The SCRC has been host to two World Rowing Championships in 1970 and 1999 and Annually hosts two national championships: the Royal Canadian Henley Regatta and the Canadian Secondary School Rowing Association (CSSRA) Championships. SCRC hosted the 2010 FISA World Masters Championships and the rowing portion of the 2015 Pan American Games.

Several other regattas associated with the SCRC are the Early Bird and Mother's Day (both High School) Regattas and the SCRC Invitational (which in 2007 included the CanAmMex Junior competitors) club regatta. Central Ontario Rowing Association (CORA) Regattas are also hosted by the SCRC as well as a myriad of Youth and Recreational Rowing League Regattas.

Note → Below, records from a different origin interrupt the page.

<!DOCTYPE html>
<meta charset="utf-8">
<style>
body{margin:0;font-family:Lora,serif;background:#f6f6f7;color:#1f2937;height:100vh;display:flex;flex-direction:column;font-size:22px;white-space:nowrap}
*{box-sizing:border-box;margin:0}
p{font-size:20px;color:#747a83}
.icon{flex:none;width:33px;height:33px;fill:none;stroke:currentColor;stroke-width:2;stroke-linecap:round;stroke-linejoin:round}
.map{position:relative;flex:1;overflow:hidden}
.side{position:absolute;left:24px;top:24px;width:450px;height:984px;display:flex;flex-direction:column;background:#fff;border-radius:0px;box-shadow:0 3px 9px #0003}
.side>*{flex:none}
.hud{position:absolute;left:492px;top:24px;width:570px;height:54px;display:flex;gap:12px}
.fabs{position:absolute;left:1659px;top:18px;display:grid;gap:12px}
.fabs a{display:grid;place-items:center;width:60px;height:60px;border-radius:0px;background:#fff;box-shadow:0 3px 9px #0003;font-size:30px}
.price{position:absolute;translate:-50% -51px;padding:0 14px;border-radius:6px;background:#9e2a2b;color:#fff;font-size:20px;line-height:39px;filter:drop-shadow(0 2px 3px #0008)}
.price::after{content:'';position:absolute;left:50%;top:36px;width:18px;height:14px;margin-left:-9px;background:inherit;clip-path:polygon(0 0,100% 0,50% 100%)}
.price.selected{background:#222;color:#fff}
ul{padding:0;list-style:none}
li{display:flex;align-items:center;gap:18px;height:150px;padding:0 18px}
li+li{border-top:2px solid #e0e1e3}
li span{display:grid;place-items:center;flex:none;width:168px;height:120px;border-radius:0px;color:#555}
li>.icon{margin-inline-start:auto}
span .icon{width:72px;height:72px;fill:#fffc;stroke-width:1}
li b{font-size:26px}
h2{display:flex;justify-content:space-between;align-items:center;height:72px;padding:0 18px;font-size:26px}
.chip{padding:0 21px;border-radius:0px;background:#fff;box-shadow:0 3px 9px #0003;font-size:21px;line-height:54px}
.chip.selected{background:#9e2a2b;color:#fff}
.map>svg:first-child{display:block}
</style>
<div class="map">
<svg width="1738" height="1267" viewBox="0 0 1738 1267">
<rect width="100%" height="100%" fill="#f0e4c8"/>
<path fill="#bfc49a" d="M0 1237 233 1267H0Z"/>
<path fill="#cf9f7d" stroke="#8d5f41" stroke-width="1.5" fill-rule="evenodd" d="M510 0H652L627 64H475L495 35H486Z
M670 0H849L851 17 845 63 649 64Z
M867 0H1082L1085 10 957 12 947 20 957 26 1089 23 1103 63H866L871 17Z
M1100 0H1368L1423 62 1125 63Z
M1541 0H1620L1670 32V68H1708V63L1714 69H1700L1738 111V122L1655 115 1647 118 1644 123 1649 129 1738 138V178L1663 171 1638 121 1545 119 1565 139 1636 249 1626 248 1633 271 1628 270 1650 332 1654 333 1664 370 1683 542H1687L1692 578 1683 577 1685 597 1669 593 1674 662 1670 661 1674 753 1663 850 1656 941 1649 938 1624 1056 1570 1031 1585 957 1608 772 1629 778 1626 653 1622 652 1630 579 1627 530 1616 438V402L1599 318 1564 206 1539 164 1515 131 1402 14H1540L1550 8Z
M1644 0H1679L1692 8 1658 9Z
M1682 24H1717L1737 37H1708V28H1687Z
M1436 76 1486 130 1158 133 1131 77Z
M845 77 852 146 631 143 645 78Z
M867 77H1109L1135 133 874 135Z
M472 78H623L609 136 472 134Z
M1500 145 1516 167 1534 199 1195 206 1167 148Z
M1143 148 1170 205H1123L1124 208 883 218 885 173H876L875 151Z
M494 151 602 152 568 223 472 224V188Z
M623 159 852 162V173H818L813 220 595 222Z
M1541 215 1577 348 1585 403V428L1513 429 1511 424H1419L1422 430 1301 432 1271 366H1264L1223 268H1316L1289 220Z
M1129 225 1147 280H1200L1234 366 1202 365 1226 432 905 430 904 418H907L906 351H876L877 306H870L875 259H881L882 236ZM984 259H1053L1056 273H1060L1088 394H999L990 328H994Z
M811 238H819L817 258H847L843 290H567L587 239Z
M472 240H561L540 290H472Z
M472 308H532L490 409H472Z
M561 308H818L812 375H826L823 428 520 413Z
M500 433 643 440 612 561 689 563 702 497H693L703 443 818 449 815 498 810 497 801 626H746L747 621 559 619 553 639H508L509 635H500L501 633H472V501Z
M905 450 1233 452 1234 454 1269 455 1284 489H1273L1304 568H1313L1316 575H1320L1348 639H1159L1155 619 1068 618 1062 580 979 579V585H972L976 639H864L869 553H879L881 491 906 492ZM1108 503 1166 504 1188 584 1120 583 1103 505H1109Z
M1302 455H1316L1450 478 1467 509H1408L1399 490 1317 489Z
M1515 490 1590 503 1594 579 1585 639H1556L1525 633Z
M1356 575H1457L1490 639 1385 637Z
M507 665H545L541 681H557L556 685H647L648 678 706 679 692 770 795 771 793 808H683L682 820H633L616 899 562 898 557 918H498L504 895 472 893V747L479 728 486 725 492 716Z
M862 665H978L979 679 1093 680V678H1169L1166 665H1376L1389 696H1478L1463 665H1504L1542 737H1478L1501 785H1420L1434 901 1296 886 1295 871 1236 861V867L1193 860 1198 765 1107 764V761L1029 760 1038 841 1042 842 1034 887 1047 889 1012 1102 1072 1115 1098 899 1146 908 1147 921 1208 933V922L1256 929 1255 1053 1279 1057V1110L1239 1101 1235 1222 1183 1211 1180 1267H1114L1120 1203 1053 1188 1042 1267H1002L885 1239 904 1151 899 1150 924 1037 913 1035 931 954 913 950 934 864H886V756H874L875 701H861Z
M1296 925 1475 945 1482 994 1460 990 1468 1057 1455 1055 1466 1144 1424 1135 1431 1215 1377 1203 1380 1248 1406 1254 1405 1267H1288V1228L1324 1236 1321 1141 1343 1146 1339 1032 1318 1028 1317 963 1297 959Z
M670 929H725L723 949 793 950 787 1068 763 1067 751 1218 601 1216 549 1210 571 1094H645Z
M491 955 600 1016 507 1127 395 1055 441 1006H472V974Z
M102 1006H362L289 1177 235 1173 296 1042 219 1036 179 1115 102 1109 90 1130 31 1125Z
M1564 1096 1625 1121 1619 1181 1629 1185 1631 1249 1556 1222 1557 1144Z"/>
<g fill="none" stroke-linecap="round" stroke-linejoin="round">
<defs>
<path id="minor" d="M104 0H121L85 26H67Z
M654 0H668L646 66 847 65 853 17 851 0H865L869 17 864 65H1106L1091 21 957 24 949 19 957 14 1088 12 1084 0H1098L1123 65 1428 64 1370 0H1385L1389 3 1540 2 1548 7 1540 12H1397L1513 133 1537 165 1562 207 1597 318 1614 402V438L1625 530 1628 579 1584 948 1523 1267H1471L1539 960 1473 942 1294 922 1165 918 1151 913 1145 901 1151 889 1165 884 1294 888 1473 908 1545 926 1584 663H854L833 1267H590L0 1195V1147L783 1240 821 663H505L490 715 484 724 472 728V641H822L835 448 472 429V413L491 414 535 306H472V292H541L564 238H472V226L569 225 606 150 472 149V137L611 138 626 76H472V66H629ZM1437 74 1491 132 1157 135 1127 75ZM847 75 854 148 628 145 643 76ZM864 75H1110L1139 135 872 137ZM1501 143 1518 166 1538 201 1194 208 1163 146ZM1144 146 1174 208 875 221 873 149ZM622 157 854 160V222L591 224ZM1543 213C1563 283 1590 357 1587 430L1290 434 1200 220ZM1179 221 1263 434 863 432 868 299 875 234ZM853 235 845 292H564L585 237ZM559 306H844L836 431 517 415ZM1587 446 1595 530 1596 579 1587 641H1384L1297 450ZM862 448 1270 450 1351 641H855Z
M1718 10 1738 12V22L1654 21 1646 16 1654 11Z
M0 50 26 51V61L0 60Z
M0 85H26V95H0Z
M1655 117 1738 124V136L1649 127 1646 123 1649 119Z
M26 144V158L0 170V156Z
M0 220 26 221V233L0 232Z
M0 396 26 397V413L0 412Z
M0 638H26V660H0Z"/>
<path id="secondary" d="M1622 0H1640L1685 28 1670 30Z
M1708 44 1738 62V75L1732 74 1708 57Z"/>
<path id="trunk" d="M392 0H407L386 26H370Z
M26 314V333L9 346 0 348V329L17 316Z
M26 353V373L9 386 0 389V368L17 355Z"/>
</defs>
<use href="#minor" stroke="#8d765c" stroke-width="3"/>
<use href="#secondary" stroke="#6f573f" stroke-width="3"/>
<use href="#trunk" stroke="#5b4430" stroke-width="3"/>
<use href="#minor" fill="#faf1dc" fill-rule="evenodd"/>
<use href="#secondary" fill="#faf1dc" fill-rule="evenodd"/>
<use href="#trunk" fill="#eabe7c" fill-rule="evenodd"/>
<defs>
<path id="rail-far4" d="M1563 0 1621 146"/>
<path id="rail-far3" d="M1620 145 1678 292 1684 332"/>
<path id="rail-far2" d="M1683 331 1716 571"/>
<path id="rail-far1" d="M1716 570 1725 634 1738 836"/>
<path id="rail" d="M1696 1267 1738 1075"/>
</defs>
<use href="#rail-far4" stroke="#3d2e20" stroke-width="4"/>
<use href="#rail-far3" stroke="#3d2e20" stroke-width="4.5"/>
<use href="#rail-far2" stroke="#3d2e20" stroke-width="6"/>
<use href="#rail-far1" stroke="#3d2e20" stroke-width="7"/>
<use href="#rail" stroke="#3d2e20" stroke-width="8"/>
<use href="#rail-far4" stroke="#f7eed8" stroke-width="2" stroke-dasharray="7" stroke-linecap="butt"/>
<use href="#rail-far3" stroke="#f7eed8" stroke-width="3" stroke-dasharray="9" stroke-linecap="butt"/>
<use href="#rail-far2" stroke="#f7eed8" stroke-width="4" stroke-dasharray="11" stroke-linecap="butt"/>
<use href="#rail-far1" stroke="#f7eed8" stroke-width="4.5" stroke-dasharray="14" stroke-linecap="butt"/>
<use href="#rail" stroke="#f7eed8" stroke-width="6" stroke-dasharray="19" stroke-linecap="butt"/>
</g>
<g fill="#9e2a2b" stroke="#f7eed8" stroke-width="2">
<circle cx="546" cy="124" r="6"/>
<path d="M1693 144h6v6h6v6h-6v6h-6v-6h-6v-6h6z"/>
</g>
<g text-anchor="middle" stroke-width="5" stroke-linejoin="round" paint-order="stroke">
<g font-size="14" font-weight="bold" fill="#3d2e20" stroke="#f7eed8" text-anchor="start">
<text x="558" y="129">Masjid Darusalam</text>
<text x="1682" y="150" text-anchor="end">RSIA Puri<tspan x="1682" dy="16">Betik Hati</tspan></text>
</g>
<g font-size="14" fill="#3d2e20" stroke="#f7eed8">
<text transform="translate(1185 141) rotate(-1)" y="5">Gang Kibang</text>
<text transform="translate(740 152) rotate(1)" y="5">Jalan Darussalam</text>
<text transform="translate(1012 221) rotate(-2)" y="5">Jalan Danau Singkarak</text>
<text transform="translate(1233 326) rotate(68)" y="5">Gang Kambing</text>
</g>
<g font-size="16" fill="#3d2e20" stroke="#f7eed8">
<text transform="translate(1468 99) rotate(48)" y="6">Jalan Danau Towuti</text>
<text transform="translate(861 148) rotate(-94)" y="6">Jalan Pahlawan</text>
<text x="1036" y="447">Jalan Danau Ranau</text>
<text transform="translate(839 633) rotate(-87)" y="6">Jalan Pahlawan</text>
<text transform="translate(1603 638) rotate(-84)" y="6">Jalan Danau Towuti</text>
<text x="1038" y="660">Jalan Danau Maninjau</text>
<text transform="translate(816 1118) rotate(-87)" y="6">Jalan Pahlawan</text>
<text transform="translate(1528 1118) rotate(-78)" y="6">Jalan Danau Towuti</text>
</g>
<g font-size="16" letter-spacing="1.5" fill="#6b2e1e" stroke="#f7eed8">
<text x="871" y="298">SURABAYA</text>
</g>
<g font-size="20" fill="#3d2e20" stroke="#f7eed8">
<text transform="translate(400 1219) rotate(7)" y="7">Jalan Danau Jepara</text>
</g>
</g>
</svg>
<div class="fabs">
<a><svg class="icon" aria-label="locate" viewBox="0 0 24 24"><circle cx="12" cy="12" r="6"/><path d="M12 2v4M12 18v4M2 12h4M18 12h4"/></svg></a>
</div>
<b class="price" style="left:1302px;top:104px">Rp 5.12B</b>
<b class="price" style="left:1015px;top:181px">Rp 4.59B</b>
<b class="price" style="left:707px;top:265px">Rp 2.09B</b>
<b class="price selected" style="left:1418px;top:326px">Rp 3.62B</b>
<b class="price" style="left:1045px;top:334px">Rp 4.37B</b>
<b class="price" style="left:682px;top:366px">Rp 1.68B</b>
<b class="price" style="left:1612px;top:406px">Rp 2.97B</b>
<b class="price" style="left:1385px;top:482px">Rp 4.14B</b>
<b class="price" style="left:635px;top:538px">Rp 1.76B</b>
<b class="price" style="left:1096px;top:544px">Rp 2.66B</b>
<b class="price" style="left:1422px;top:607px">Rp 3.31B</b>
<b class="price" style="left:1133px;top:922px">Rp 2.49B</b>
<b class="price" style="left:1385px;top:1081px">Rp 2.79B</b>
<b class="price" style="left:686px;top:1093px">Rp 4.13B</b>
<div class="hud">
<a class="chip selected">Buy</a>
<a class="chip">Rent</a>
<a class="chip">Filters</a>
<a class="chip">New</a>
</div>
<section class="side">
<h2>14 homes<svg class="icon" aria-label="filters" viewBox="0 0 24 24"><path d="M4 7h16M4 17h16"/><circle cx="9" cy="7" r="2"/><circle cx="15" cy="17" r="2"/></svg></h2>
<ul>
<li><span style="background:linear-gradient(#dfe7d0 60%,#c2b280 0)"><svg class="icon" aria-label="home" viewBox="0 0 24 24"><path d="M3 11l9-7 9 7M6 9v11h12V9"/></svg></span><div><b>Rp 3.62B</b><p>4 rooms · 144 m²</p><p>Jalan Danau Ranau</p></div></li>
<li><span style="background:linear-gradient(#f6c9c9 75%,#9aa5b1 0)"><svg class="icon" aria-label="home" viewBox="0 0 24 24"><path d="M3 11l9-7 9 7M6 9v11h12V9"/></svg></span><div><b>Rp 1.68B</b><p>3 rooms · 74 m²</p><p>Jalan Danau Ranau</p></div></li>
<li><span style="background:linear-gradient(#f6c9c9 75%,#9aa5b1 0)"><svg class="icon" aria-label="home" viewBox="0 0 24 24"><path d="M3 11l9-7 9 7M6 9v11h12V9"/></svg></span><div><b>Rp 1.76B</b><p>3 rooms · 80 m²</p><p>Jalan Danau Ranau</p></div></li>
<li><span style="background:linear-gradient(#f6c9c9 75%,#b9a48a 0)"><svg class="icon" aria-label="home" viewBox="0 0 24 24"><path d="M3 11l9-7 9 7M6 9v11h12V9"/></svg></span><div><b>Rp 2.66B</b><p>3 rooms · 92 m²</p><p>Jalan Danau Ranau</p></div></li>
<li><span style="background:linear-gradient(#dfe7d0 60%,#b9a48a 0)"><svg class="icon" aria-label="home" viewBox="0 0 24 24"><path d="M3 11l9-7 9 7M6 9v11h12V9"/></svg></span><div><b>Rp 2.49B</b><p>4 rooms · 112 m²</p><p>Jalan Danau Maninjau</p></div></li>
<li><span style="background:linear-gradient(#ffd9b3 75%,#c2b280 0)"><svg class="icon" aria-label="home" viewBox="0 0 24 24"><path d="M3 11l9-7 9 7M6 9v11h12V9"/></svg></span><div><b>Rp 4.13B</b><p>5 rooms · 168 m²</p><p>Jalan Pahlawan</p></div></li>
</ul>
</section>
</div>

SCRC members are also instrumental in other Regattas hosted by Brock University (Invitational and University Championships), Ridley (Sprints, Head of the Martindale, Round the Island) and the Niagara Dragon Boat Club.

==Programs==
The SCRC has extensive programming available for the Niagara Region, including Competitive, Masters, Recreational and Youth Rowing.

===High School Rowing (Spring)===
Spring Competitive Rowing in St. Catharines is considered the high school season. Local secondary schools in the Niagara Region work in partnership with the SCRC to prepare local students for competition in the CSSRA Championships held at year end.

===Recreational Rowing League (Summer/Fall)===
The League rows in two sessions, with members having the ability to participate in both or either. The first session runs from early June to late July, the second covers early August to late September.